Friday, February 7, 2020

The Pumpkin Cheesecake Diaries: 2-7-2020

Shoplifters and Pooper Scoopers
Tombstone Livery


It looks like I will be forced to be a real blogger and keep my post fairly short and to the point! Not sure I am capable of that. I am dry camping for the remainder of my Arizona adventure and will be conserving battery power where I can. I still don't know if my battery blow up was the result of a faulty inverter or just bad batteries. Not taking any chances. I can dry camp for 4 days before needing to charge off the pickup. I should be good.

We left Ben Avery for Tombstone about 10:00 AM. Traffic into Phoenix was a tad puckering. Not real comfortable when you have a battery acid burn on your butt. No way am I going to the ER for that one. Nope. We jumped on to the 202 bypassing much of the Phoenix congestion. The bypass is new enough that Google map hasn't picked it up yet. Gigi gets awful excited attempting to reroute you down little jeep trails for 20 miles. She eventually goes on strike and tells you to buy a Rand McNally.

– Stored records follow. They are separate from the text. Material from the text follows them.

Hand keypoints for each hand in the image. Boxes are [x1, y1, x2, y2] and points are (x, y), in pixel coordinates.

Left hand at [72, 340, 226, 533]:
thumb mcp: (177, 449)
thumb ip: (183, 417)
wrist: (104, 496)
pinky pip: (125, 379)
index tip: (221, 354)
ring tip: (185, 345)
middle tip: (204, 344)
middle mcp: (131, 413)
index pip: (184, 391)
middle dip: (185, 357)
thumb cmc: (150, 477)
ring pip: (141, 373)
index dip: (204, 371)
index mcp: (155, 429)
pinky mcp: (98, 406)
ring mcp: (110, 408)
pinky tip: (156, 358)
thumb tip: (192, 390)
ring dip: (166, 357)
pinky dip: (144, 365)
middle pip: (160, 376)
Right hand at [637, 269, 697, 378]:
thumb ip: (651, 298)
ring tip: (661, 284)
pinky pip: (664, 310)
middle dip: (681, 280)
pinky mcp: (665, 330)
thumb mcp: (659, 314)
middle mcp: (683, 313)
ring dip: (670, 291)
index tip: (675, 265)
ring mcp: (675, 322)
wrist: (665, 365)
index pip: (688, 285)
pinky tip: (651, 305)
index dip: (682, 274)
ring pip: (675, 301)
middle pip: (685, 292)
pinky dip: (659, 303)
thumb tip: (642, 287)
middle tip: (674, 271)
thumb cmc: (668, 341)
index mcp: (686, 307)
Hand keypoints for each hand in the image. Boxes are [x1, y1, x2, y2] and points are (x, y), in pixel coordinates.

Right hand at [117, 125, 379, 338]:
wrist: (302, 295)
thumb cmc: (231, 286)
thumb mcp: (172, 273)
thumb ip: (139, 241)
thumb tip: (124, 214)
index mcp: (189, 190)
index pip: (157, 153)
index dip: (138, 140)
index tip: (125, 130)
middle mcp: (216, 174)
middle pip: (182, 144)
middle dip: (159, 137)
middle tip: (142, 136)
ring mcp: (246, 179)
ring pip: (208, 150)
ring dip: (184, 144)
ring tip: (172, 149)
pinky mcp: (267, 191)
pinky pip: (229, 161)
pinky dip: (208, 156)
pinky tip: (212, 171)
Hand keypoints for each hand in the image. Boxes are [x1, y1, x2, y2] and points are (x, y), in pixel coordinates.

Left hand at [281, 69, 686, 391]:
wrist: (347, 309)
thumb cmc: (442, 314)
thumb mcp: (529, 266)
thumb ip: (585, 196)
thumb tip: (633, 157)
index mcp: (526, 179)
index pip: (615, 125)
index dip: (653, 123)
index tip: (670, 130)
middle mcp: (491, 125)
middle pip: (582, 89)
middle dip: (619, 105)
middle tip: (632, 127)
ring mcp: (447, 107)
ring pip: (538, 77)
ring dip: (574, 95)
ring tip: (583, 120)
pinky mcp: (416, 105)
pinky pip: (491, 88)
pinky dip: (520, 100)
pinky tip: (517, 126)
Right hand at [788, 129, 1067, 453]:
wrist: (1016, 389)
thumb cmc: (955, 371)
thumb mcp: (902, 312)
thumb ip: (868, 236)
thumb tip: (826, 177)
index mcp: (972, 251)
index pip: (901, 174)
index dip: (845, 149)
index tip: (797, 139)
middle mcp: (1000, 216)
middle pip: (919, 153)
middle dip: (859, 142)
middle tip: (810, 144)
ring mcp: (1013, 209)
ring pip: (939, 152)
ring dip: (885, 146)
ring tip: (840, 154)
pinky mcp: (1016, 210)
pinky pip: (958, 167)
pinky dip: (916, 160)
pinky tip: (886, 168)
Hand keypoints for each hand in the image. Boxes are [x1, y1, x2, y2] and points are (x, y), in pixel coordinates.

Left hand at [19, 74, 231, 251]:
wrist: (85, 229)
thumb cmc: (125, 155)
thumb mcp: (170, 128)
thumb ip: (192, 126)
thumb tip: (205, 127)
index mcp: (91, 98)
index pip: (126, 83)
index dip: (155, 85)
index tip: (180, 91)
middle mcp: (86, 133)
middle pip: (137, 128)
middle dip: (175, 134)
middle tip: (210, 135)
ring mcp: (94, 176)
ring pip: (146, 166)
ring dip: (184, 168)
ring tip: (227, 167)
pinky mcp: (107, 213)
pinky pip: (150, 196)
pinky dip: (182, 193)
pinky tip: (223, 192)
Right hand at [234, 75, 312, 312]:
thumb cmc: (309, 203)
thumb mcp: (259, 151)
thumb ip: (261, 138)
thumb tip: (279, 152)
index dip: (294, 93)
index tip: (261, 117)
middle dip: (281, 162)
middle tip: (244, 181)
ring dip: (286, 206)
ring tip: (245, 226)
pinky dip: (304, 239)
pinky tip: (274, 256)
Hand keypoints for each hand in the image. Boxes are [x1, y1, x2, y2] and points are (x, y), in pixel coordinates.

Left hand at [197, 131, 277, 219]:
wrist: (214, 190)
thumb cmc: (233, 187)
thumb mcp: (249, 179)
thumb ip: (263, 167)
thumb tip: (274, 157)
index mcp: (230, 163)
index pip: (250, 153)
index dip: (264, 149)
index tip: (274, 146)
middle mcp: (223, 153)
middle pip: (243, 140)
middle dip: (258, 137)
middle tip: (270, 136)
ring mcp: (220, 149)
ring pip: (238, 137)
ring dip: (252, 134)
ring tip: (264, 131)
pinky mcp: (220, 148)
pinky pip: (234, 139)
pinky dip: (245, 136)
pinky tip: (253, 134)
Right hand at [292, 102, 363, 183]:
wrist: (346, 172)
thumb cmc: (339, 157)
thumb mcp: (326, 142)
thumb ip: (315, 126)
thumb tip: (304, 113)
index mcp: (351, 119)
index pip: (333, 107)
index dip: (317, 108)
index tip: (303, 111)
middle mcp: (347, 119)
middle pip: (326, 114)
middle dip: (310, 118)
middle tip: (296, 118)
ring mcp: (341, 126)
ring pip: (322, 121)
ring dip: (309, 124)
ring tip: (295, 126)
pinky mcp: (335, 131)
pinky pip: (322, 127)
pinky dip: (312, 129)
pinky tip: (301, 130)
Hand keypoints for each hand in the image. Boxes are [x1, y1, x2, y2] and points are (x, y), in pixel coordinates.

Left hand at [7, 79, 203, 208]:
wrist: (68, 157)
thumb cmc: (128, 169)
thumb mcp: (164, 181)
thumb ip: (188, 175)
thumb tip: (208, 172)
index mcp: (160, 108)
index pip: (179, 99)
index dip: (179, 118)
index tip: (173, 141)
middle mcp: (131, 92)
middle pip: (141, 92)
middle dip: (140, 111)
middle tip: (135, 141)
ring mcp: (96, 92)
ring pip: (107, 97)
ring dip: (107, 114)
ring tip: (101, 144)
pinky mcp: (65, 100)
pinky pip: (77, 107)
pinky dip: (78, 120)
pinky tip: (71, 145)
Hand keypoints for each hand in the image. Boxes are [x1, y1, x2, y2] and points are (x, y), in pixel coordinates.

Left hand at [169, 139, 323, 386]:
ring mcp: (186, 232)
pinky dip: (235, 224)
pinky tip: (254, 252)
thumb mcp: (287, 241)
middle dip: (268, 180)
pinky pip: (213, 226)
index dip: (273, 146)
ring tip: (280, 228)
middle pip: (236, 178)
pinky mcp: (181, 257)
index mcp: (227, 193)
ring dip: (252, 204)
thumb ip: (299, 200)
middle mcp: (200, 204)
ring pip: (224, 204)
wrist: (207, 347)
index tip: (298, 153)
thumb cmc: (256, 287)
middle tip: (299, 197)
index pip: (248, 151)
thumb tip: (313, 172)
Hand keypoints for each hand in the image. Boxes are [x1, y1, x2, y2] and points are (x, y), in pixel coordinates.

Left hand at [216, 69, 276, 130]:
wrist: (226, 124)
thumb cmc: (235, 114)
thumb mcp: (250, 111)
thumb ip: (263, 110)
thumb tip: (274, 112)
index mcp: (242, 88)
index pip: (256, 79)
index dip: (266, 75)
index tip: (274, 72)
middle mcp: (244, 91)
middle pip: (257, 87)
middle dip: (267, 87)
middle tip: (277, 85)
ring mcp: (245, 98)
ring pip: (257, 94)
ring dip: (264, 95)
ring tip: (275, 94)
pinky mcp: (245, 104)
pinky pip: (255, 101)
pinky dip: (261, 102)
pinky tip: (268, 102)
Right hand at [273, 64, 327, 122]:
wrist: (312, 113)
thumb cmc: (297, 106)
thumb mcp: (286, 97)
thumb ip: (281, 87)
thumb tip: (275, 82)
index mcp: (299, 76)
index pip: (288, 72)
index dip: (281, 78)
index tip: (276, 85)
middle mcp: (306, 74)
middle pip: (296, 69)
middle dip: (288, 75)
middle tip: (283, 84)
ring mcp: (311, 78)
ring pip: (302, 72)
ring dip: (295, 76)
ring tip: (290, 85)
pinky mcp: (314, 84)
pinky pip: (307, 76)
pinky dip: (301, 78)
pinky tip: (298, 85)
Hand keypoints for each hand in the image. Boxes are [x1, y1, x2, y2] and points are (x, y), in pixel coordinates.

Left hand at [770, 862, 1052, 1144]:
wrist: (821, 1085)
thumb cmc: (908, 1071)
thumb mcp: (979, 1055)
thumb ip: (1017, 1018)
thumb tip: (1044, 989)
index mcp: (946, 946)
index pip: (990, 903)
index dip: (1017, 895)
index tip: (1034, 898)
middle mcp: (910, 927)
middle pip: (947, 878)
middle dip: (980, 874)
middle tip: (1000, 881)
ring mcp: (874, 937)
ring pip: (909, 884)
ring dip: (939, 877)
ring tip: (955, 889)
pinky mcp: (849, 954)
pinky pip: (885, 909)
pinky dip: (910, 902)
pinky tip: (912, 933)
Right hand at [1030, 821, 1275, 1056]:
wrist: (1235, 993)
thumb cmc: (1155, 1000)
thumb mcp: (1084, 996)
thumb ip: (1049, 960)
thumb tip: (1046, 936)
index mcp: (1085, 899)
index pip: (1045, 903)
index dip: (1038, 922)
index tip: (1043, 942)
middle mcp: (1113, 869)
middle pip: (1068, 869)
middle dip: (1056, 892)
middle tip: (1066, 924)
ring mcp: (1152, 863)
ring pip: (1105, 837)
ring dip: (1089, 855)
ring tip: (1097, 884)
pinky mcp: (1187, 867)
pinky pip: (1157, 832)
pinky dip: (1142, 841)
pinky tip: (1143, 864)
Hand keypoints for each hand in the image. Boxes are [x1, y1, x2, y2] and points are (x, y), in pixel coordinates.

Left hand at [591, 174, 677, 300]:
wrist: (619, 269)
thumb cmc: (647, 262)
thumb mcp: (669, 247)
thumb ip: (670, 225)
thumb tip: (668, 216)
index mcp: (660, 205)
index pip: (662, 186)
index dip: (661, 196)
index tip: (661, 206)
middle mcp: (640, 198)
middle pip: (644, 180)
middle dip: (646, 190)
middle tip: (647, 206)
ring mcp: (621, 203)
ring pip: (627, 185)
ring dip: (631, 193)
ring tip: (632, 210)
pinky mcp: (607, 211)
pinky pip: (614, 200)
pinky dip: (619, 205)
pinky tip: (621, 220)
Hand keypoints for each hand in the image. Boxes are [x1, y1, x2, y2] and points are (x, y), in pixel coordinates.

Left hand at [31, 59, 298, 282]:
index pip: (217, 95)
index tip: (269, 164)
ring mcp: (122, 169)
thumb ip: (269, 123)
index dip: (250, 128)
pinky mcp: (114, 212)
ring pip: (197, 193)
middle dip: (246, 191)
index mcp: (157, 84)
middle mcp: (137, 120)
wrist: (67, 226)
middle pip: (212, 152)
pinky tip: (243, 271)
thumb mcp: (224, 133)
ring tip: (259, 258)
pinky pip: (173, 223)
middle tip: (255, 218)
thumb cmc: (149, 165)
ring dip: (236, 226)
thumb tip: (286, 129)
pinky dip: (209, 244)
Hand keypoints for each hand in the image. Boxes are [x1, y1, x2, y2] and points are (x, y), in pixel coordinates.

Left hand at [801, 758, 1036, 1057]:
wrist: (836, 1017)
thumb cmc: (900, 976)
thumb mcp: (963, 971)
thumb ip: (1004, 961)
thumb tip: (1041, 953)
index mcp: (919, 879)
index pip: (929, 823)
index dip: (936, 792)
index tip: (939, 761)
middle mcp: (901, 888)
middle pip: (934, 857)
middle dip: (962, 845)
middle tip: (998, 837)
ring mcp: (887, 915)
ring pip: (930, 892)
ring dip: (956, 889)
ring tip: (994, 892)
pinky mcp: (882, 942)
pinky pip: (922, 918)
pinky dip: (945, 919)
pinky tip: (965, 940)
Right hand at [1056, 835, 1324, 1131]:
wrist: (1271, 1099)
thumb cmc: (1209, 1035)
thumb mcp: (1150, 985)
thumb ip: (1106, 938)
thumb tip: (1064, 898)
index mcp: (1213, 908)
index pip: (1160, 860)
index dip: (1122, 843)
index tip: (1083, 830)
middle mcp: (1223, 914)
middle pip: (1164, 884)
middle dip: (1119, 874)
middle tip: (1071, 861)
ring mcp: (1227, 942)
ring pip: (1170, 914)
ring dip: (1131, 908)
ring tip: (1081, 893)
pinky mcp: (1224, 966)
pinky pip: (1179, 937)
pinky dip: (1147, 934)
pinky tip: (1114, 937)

Right smack in the middle of pulling a three horse LQ through Phoenix traffic, VOYA calls with news about my monthly distribution. Hands free didn't help. I could not concentrate on the phone call and not die in Phoenix traffic. Kelly, the totally awesome VOYA rep, said to hang up and she would call back and leave a message of what I needed to do to get my money straightened out. She wished me luck driving through Phoenix. Turns out she was sitting in an office in Phoenix as we spoke.

We stopped at a Loves outside of Tucson. The place was packed. We had to wait in line behind semi's that dwarfed our rigs. There's not enough room at the regular pumps to pull in and out. The big truck pumps don't take regular credit cards so I have to pay inside. Making your way on foot through line after line of big rigs fueling up should be a featured stunt on Fear Factor. Can they see me weaving in between these things like a gnat buzzing around a herd of elephants?

I make it inside Loves without getting squashed between a Mac and an International. The line at the counter inside is almost as long as the line of trucks outside. I'm nervous knowing I'm holding up a line of commercial rigs behind me. A man in front of me steps up to the counter, hands the lady a box and says he wants to make an exchange. This isn't the clerks first rodeo. She notices the box is empty and confronts the guy. He mumbles something and heads out the door without paying for the product in his other hand. The clerk yells to stop him. I'm thinking the only way I can stop him is to shoot him and I don't think shoplifting is a shooting offense...even in Arizona. A handful of truckers take off after him. I don't know if they caught him or not, but I imagine if they did, he will be wishing somebody shot him instead.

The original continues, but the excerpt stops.